#### MATERIAL SHOWN ####

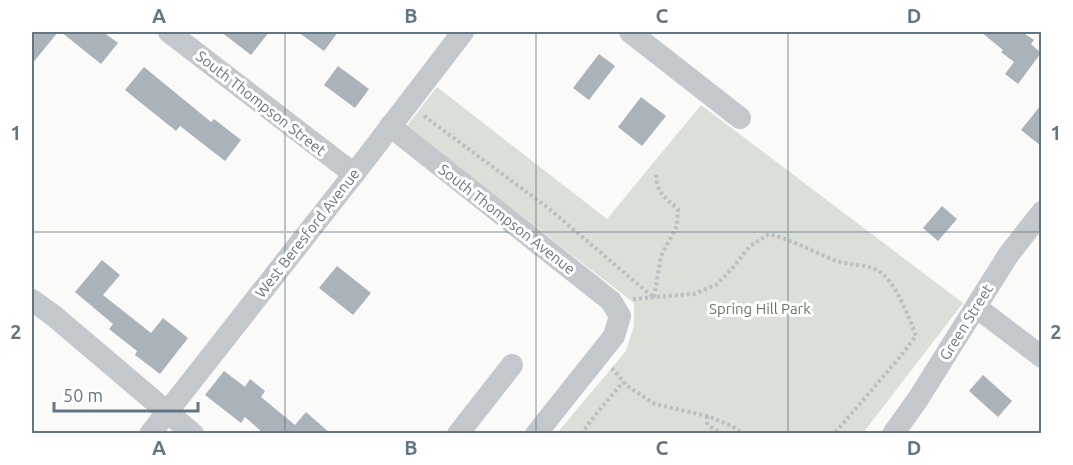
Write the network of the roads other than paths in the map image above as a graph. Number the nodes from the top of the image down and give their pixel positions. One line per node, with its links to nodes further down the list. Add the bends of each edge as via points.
1 (169, 32): 6 (street, South Thompson Street)
2 (463, 32): 5 (street, West Beresford Avenue)
3 (630, 32): 4 (street)
4 (740, 118)
5 (390, 126): 6 (street, West Beresford Avenue); 16 (street, South Thompson Avenue, via 616,309 614,336)
6 (354, 174): 12 (street, West Beresford Avenue)
7 (1041, 212): 9 (street, Green Street)
8 (32, 300): 12 (street)
9 (976, 307): 10 (street); 17 (street, Green Street)
10 (1041, 357)
11 (512, 365): 15 (street)
12 (166, 412): 13 (street, West Beresford Avenue); 14 (street)
13 (150, 434)
14 (193, 434)
15 (458, 434)
16 (536, 434)
17 (892, 434)

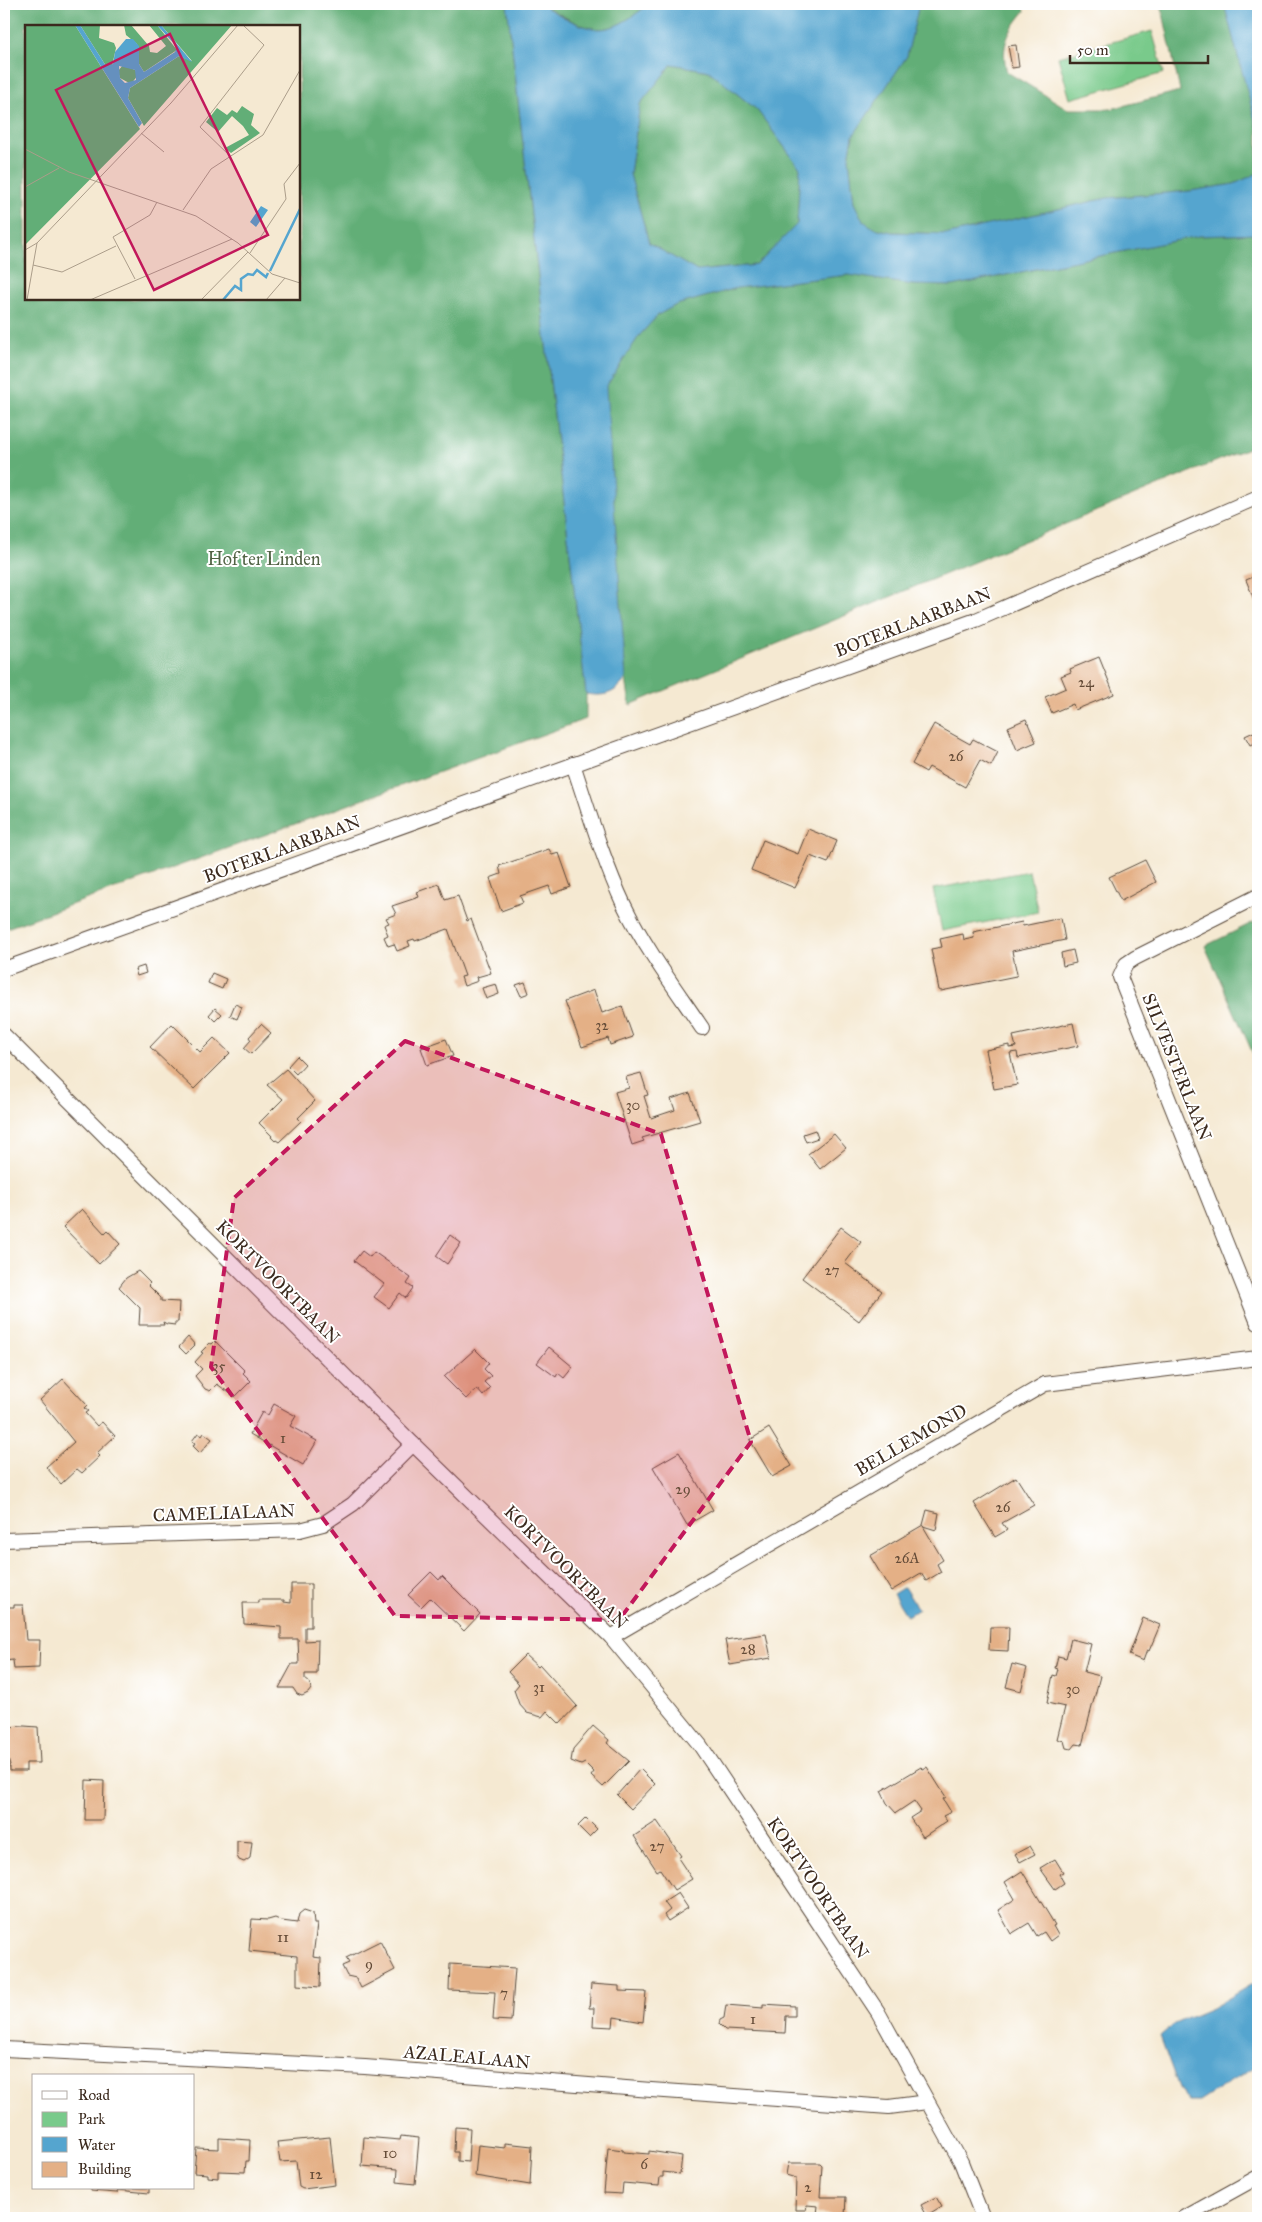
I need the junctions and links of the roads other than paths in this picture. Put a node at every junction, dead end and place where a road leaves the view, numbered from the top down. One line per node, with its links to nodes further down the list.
1 (1258, 498): 2 (street, BOTERLAARBAAN)
2 (573, 764): 4 (street, BOTERLAARBAAN); 5 (street)
3 (1258, 896): 7 (street, SILVESTERLAAN)
4 (4, 969)
5 (702, 1028)
6 (4, 1035): 9 (street, KORTVOORTBAAN)
7 (1258, 1323)
8 (1258, 1358): 11 (street, BELLEMOND)
9 (413, 1444): 10 (street, CAMELIALAAN); 11 (street, KORTVOORTBAAN)
10 (4, 1540)
11 (611, 1637): 13 (street, KORTVOORTBAAN)
12 (4, 2049): 13 (street, AZALEALAAN)
13 (927, 2102): 15 (street, KORTVOORTBAAN)
14 (1258, 2177): 16 (street)
15 (983, 2218)
16 (1184, 2218)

####

Your output should be the full set of entries above, restated word for word and free of pictures.

Write the network of the roads other than paths in the map image above as a graph. Number the nodes from the top of the image down and give their pixel positions. One line per node, with its links to nodes further down the list. Add the bends of each edge as via points.
1 (169, 32): 6 (street, South Thompson Street)
2 (463, 32): 5 (street, West Beresford Avenue)
3 (630, 32): 4 (street)
4 (740, 118)
5 (390, 126): 6 (street, West Beresford Avenue); 16 (street, South Thompson Avenue, via 616,309 614,336)
6 (354, 174): 12 (street, West Beresford Avenue)
7 (1041, 212): 9 (street, Green Street)
8 (32, 300): 12 (street)
9 (976, 307): 10 (street); 17 (street, Green Street)
10 (1041, 357)
11 (512, 365): 15 (street)
12 (166, 412): 13 (street, West Beresford Avenue); 14 (street)
13 (150, 434)
14 (193, 434)
15 (458, 434)
16 (536, 434)
17 (892, 434)

I need the junctions and links of the roads other than paths in this picture. Put a node at every junction, dead end and place where a road leaves the view, numbered from the top down. One line per node, with its links to nodes further down the list.
1 (1258, 498): 2 (street, BOTERLAARBAAN)
2 (573, 764): 4 (street, BOTERLAARBAAN); 5 (street)
3 (1258, 896): 7 (street, SILVESTERLAAN)
4 (4, 969)
5 (702, 1028)
6 (4, 1035): 9 (street, KORTVOORTBAAN)
7 (1258, 1323)
8 (1258, 1358): 11 (street, BELLEMOND)
9 (413, 1444): 10 (street, CAMELIALAAN); 11 (street, KORTVOORTBAAN)
10 (4, 1540)
11 (611, 1637): 13 (street, KORTVOORTBAAN)
12 (4, 2049): 13 (street, AZALEALAAN)
13 (927, 2102): 15 (street, KORTVOORTBAAN)
14 (1258, 2177): 16 (street)
15 (983, 2218)
16 (1184, 2218)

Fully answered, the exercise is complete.